FDA: Don’t use horse de-wormer to treat Covid-19

JASPER COUNTY, Mo. – There’s a particular product that Erin Woody at Midwest Ag Supply just can’t keep on the shelves.

“I’ve gone from selling probably four to five tubes a week, to upwards of 15 to 20,” says Woody.

Ivermectin, an anti-parasitic drug, is selling as fast as Woody can get it stocked. And she says it’s not the normal customers that are buying it.

“If they’re not able to answer some of those basic questions on how many heads of cattle they have, what size of cattle they’re using it on, I get a gut feeling instantly that they’re using it for off-label reasons,” explains Woody.

The drug is currently trending on social media, sparked by the thought that it is an effective treatment for COVID-19. While Woody doesn’t know for sure that people are buying it to try and treat COVID, she says the demand came in waves: Last fall, when the virus was most prevalent in the area, and right now, as the delta variant spreads in the 4-states.

“It’s actually a frequent question we get asked,” says Dr.
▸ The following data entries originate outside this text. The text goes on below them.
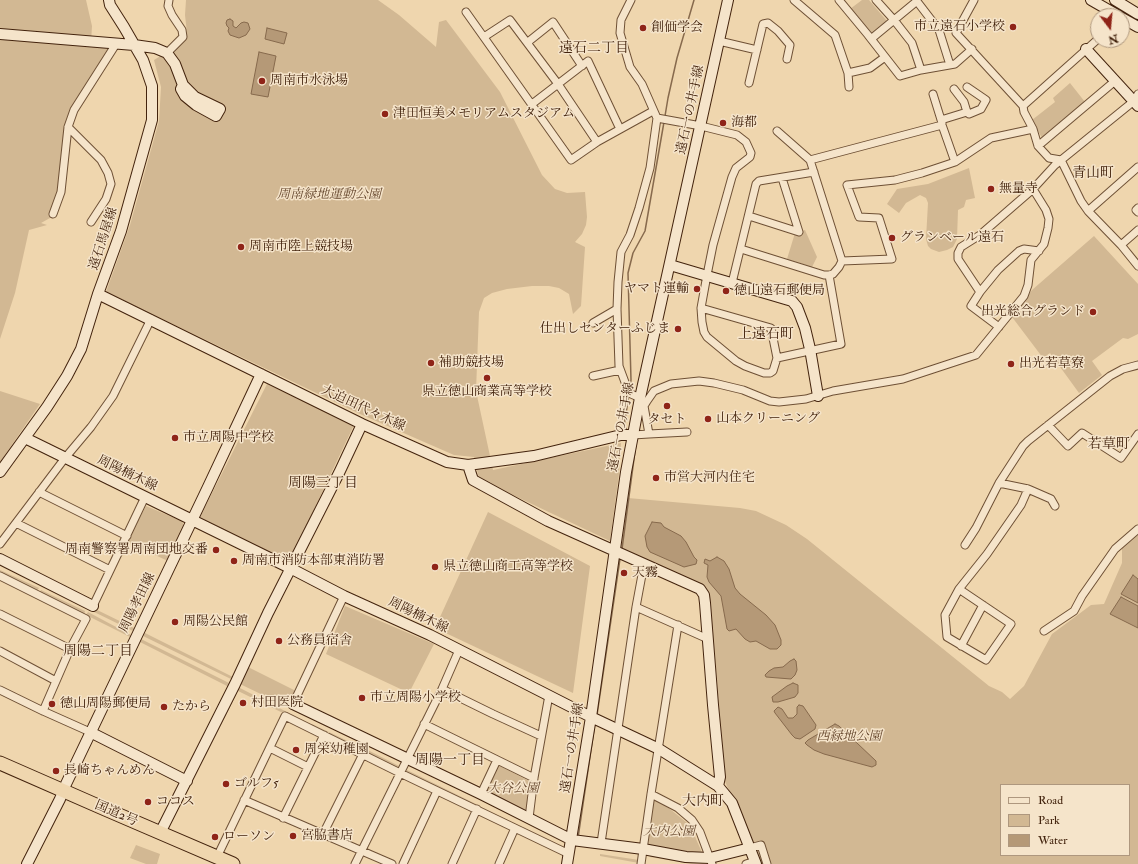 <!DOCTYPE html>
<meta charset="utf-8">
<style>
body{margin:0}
#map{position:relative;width:1138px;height:864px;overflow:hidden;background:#efd6ae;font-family:"IM FELL Double Pica",serif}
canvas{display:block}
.legend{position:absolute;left:1000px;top:784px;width:130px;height:72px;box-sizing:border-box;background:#f5e4ca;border:1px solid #ae977e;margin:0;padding:5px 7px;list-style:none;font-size:12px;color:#43230d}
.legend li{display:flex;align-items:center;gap:8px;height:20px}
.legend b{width:20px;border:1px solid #ae977e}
.north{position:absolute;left:1090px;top:8px;width:40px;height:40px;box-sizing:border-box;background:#f5e4ca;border:1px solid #ae977e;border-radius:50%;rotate:164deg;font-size:11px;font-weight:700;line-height:16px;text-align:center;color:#43230d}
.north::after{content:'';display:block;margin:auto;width:14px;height:18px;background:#8f2418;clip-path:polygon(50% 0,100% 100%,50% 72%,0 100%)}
</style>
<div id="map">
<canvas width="1138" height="864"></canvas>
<ul class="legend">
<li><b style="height:5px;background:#f5e4ca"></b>Road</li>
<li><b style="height:11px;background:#d2b893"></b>Park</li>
<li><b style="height:11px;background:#b59977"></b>Water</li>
</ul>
<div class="north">N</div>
</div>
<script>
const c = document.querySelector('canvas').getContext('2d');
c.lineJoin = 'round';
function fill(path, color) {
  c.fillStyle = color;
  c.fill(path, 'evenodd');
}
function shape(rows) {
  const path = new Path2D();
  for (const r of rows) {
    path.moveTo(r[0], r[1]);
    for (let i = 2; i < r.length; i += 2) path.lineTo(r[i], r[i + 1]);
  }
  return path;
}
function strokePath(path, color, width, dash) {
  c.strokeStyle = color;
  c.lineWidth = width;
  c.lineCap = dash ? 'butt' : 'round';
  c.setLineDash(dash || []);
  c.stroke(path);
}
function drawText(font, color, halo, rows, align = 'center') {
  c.font = font + ' "IM FELL Double Pica","Noto Serif JP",serif';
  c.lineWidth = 3;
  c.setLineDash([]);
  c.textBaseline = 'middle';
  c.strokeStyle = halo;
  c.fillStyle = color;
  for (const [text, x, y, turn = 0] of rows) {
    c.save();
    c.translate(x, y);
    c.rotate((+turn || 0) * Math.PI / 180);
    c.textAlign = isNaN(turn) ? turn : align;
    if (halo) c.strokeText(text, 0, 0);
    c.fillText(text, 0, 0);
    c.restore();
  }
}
const green = shape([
 [0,0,86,0,92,26,91,42,116,43,75,109,62,193,50,218,41,223,47,225,29,230,15,293,0,339],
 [186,0,378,0,399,15,436,47,439,22,446,20,500,92,542,175,555,189,567,193,585,192,587,217,586,225,582,234,575,242,585,247,581,306,573,314,569,294,559,288,549,286,532,286,507,289,492,293,484,298,479,312,476,391,493,470,621,443,619,474,610,541,479,479,474,457,454,455,360,414,106,292,130,225,159,121,161,87,154,60,183,42,187,33,185,15],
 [862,0,869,0,887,21,871,34,850,9],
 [1070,83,1085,102,1042,138,1032,120,1055,102,1053,98],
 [969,168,975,198,966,200,964,207,958,210,957,239,953,247,947,250,939,252,931,249,928,246,926,239,928,203,926,198,920,195,906,203,899,213,887,204,897,189,928,184],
 [805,230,817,257,812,267,787,259,795,233,802,234,802,231],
 [1094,236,1138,284,1138,334,1128,339,1123,338,1092,361,1102,375,1079,393,1050,353,1043,358,1012,317,1032,290],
 [267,384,354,425,289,562,200,517],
 [0,391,40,404,0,462],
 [628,498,740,508,756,511,786,525,807,539,989,686,1002,692,1010,699,1024,686,1052,634,1091,605,1104,604,1122,563,1122,547,1138,531,1138,864,761,864,723,777,717,678,708,597,619,550],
 [1001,785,1129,785,1129,855,1001,855],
 [146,506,182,521,184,526,168,561,127,542],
 [488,512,590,566,573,693,435,628],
 [0,570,39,588,37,591,0,573],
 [41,590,85,611,84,615,40,592],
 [345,606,434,644,409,693,326,654],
 [91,607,136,629,135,632,90,610],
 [88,612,133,636,132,638,86,615],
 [143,632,235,678,233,680,141,635],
 [139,638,231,684,229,687,138,641],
 [248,667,296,691,296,711,240,684],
 [238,687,289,713,287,715,236,690],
 [312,724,352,743,351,745,311,726],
 [354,743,401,767,400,769,353,746],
 [498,765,531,782,526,813,485,792],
 [407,770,478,805,477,807,406,772],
 [479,796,565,840,564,843,478,799],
 [654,799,665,805,686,822,693,832,704,857,648,847],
 [136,845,160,854,157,864,146,864,130,858],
 [648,853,705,863,703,864,691,864,650,857],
 [600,854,639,860,639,863,600,856]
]);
const water = shape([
 [230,19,233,21,233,26,236,28,241,23,244,22,248,23,250,29,246,35,239,38,230,35,228,31,229,28,227,26,226,23,227,20,230,19],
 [267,28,287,33,284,44,265,39,267,28],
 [259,52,276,56,268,97,251,94,259,52],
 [652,522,661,523,664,527,681,536,686,542,694,557,697,560,696,564,684,567,650,552,647,547,645,536,652,522],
 [717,557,724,561,729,569,735,588,740,594,766,615,775,625,781,640,781,645,777,649,770,649,756,641,750,642,745,639,736,629,729,631,727,629,721,596,709,582,707,577,708,565,704,563,705,559,710,561,717,557],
 [1133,575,1138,579,1138,603,1121,594,1133,575],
 [1121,597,1138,606,1138,628,1110,614,1121,597],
 [794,659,796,661,797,670,795,675,791,679,766,677,765,675,769,671,774,668,783,667,790,661,794,659],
 [793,683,798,685,798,693,795,697,778,702,773,702,772,697,787,686,793,683],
 [799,705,803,706,816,725,815,729,800,739,795,738,792,735,775,713,774,711,778,707,782,709,788,718,793,718,797,714,797,707,799,705],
 [835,724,839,726,876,761,876,765,872,767,824,754,814,750,807,745,805,743,808,740,835,724]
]);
const stream = shape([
 [665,116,668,98,677,58,694,0],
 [630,387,631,380,628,273,633,253,645,231,664,122],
 [628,431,624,426,629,395],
 [622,549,636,444],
 [597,715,620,559],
 [578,838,595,723]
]);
const street = shape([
 [631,0,621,20,620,33,630,67,642,84,657,118,650,168,639,208,630,235,621,252,618,282,617,309,619,366,629,393,640,398],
 [794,0,835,35,848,73,849,87],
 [839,0,868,35,900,76,921,70,955,64,972,49],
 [876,0,894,20,912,43,921,70],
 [916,0,939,30,950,65],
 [974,0,956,33,1023,106,1024,112,1033,129,1038,146,1049,158,1061,160],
 [466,12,571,160,597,142,653,111],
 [484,37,510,20,558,84,597,142],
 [871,39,917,1],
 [719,41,757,50],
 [528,42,553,22,582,66],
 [167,53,183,37,182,30,172,15,168,6,169,0],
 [848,73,870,68,885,57],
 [749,83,763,24,768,23,778,31,790,45,787,59],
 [954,89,964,102,967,112],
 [933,94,942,123],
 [532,104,588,61,620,129],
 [1023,106,1098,39],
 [657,118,701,126,737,135,746,142,751,153,750,157,736,168,732,177,713,245,707,275,701,308,702,322,704,332,707,337,736,361,745,366,764,373,770,373,773,371,777,358,771,328,701,308],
 [941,120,967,112,969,114,981,109,986,100,967,87],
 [68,127,101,160,108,173,111,184,106,199,91,222],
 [1038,146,1115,81],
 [810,160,942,125,955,162],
 [1061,160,1081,201,1088,211,1121,245,1138,266],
 [1138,208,1136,210,1138,212],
 [1088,211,1138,167],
 [53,214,61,192,68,127,74,110,116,44],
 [749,216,799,232,782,178],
 [1121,245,1138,230],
 [741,249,824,275,829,275,833,274,839,267,842,261,810,160,777,131],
 [842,261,892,259,879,218,859,217,847,185,895,180,922,173,955,162,991,138,1033,129],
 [732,283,756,184,759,181,814,172],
 [980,292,958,259,958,253,961,247,980,235,1033,189,1055,165,1134,101,1138,94],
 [593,323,617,309],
 [999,327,971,306,980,292,998,270,1019,251,1024,249,1039,251],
 [777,358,841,344,829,275],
 [593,376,620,370],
 [1048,425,1068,446,1082,433,1121,458,1138,434],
 [649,434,687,432],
 [633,435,649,434,644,406,647,401,654,391,671,384,699,381,714,383,743,390,770,401,779,402,806,399,833,391,903,379,976,355,1024,296,1028,285,1031,260,1044,244,1048,228,1049,219,1046,210,1033,189],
 [999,483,1028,489,1051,499,1055,506],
 [39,492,127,536],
 [16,523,110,570],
 [0,544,65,458,91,427,113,396,151,319],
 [965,545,976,528,999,483,1023,446,1028,441,1110,376,1123,369,1138,365],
 [0,576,86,619,70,649,43,711],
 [959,589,1011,624,986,660,947,637,945,615,959,589,987,554,1021,505,1028,489],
 [93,606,145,497],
 [636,607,708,639],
 [0,614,70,649],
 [1044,631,1074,611,1082,596,1115,549,1138,529],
 [961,646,983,605],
 [0,651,56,681],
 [442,689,493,714,541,736],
 [0,690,43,711,90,732],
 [293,704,344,596],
 [424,724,534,778],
 [270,748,308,767],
 [481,794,497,760],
 [651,794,678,808,692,820,700,832,712,864],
 [244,800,392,864],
 [283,818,324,735],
 [529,818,534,778,549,695],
 [323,834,363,754],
 [601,843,636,607,644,564],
 [750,848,761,845,767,864],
 [217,857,285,716,400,773,569,854],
 [355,864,442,689,459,650],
 [403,864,437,791],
 [452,864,477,809],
 [499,864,515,828],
 [641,864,651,794,678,625],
 [746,864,755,861]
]);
const secondary = shape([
 [1091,0,1119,16],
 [1115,0,1138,14],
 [1122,18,1138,27],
 [0,34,134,45,155,48,167,53,175,64,183,85,195,97,220,109,216,116,196,105,185,96,181,89,183,85],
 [1086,49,1138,106],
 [670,265,792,301,797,307,805,328,810,349,818,396],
 [98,294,362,424,447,462,468,465,534,456,621,435,633,435],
 [25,438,290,568,344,596,430,635,591,717,659,749,718,786,732,803,756,864],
 [468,465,473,480,548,521,700,589,704,595,705,603,713,705,720,777,718,786],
 [0,472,47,407,67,376,81,349,98,294,121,231,152,120,152,86,143,60,124,27,110,5,109,0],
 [0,559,93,606],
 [293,704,481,794,572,840,643,849,686,857,710,858,750,848],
 [90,732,187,781],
 [160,833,235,684,268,613,339,473,362,424],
 [27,864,60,799,66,784,208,487,261,374],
 [567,864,591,717,626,472,640,398,728,0]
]);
const highway = shape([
 [0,763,105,809,233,864]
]);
const markers = [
 [1013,27,4,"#8f2418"],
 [643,28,4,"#8f2418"],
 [262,81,4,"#8f2418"],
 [385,114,4,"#8f2418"],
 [723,123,4,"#8f2418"],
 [991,189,4,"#8f2418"],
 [892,238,4,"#8f2418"],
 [241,247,4,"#8f2418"],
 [697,289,4,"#8f2418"],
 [726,291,4,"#8f2418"],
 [1093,312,4,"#8f2418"],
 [678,329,4,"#8f2418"],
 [431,363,4,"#8f2418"],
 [1011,364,4,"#8f2418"],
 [487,378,4,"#8f2418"],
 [667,406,4,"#8f2418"],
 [708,419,4,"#8f2418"],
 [175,438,4,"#8f2418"],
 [656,478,4,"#8f2418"],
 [216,550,4,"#8f2418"],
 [234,561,4,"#8f2418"],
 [435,567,4,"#8f2418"],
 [624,573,4,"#8f2418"],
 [175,622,4,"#8f2418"],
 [279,641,4,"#8f2418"],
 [362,698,4,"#8f2418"],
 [243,703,4,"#8f2418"],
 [52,704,4,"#8f2418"],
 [164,707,4,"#8f2418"],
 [296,750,4,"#8f2418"],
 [56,771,4,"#8f2418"],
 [226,784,4,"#8f2418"],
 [148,802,4,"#8f2418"],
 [293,836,4,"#8f2418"],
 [215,837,4,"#8f2418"]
];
const poiNames = [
 ["市立遠石小学校",1005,27,"right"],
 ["創価学会",651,28],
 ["周南市水泳場",270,81],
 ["津田恒美メモリアムスタジアム",393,114],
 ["海都",731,123],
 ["無量寺",999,189],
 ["グランベール遠石",900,238],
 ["周南市陸上競技場",249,247],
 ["ヤマト運輸",689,289,"right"],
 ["徳山遠石郵便局",734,291],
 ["出光総合グランド",1085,312,"right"],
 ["仕出しセンターふじま",670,329,"right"],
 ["補助競技場",439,363],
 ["出光若草寮",1019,364],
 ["県立徳山商業高等学校",487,392,"center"],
 ["山本クリーニング",716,419],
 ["タセト",667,420,"center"],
 ["市立周陽中学校",183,438],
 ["市営大河内住宅",664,478],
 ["周南警察署周南団地交番",208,550,"right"],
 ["周南市消防本部東消防署",242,561],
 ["県立徳山商工高等学校",443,567],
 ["天霧",632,573],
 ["周陽公民館",183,622],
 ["公務員宿舎",287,641],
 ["市立周陽小学校",370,698],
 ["村田医院",251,703],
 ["徳山周陽郵便局",60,704],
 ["たから",172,707],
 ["周栄幼稚園",304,750],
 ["長崎ちゃんめん",64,771],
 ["ゴルフ5",234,784],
 ["ココス",156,802],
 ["宮脇書店",301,836],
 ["ローソン",223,837]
];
const streetNames = [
 ["遠石一の井手線",691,110,-78],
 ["遠石馬屋線",104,239,-72],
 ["大迫田代々木線",363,409,25],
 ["遠石一の井手線",622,427,-79],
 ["周陽楠木線",127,474,26],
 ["周陽孝田線",138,603,-64],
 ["周陽楠木線",418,616,26],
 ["遠石一の井手線",573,748,-81],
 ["国道2号",116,814,23]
];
const parkNames = [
 ["周南緑地運動公園",329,195],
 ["西緑地公園",849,737],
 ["大谷公園",513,789],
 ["大内公園",669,832]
];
const neighbourhoodNames = [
 ["遠石二丁目",594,49],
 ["青山町",1093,174],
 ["上遠石町",766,335],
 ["若草町",1109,445],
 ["周陽三丁目",323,484],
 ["周陽二丁目",98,652],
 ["周陽一丁目",450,761],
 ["大内町",703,802]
];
fill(green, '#d2b893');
fill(water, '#b59977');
strokePath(water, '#876a4d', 1);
strokePath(stream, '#876a4d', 1.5);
strokePath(street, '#6e5035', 9);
strokePath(secondary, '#43230d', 12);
strokePath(highway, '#43230d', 15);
strokePath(street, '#f5e4ca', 7);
strokePath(secondary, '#f5e4ca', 10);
strokePath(highway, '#efd6ae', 13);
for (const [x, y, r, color] of markers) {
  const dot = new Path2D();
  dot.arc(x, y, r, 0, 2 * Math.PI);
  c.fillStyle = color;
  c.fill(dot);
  strokePath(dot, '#f5e4ca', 1.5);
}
drawText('13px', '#43230d', '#f5e4ca', poiNames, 'left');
drawText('13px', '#43230d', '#f5e4ca', streetNames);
drawText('italic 13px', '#67482e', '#f5e4ca', parkNames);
drawText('14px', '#43230d', '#f5e4ca', neighbourhoodNames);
</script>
Farrin Manian, Chairman of the Department of Medicine at Mercy Hospital St. Louis.

Dr. Manian explains that there are two versions of the drug. The version for use in people can only be obtained with a prescription. Both of them are antiparasitics. The version for use in people is FDA approved to treat certain conditions, but Covid-19 is not one of them. The FDA also says, “The FDA has not reviewed data to support use of ivermectin in COVID-19 patients to treat or to prevent COVID-19.” The FDA also explains the drug can interact negatively with other medications, such as blood thinners.

“The solid science that we base strong recommendations on is just not there right now,” says Dr. Manian. “To be honest, if it shows that it really works, and again based on a solid scientific methodology, then I think that we would definitely be on firmer ground to say that we should use it.”

Manian explains there are large clinical trials underway in other countries. Until results from those studies are released, he won’t recommend it for his patients. The increased demand for the livestock version is what has health officials concerned though. The FDA explains that using the version purchased in farm supply stores can be dangerous since the dosage for animals is much higher than that for people.

“It is a nerve active agent, which means that it actually works on parasites by paralyzing their muscles,” says Dr. Manian. “So it, in very large doses, certainly can be potentially neurotoxic.”

Several stores in the area say they’ve seen a big increase in demand, causing prices to increase and availability for farmers to decrease.

“It drops my sales with my cattle producers when I can’t get it in stock because they can’t come here and purchase it directly. Or they have to order such a large quantity that they’ll never use it in five years,” says Woody.

The FDA has authorized the use of Remdesivir, an antiviral drug, to treat adults and certain young patients who are hospitalized with COVID-19. The FDA has also authorized the use of certain monoclonal antibodies in patients who are at high risk of hospitalization because of COVID-19.